Task details: Search the entries for the word "dead". Copy each line in which it is found.

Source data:
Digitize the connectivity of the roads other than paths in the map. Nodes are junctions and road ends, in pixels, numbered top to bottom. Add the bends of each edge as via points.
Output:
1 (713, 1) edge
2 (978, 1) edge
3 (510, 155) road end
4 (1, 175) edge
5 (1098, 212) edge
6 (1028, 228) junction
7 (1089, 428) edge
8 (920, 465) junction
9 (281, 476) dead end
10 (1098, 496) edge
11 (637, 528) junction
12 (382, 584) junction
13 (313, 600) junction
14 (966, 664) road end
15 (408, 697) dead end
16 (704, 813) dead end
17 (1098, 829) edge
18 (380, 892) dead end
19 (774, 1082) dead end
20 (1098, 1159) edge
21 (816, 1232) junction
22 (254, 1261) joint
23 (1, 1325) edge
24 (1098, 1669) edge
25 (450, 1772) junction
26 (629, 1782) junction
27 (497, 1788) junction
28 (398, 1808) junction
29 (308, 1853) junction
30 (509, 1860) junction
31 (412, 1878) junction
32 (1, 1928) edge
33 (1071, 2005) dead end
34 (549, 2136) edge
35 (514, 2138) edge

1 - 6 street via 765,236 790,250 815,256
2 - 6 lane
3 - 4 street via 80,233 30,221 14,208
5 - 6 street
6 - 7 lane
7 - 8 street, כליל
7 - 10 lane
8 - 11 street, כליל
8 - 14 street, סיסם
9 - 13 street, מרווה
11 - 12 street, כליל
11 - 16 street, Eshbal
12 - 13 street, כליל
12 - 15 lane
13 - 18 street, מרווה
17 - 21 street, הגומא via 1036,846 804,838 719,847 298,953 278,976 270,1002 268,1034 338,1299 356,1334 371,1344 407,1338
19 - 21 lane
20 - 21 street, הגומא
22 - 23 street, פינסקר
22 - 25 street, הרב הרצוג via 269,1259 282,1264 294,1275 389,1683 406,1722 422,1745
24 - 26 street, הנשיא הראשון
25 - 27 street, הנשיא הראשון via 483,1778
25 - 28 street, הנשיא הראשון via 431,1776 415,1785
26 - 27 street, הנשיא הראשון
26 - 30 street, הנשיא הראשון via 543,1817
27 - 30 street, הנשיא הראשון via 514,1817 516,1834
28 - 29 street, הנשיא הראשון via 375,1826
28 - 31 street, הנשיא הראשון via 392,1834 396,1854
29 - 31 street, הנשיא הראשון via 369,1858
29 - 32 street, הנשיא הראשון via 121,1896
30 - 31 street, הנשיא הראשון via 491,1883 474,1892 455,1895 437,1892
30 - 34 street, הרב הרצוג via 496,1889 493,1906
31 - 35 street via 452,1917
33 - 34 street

Problem solution:
9 (281, 476) dead end
15 (408, 697) dead end
16 (704, 813) dead end
18 (380, 892) dead end
19 (774, 1082) dead end
33 (1071, 2005) dead end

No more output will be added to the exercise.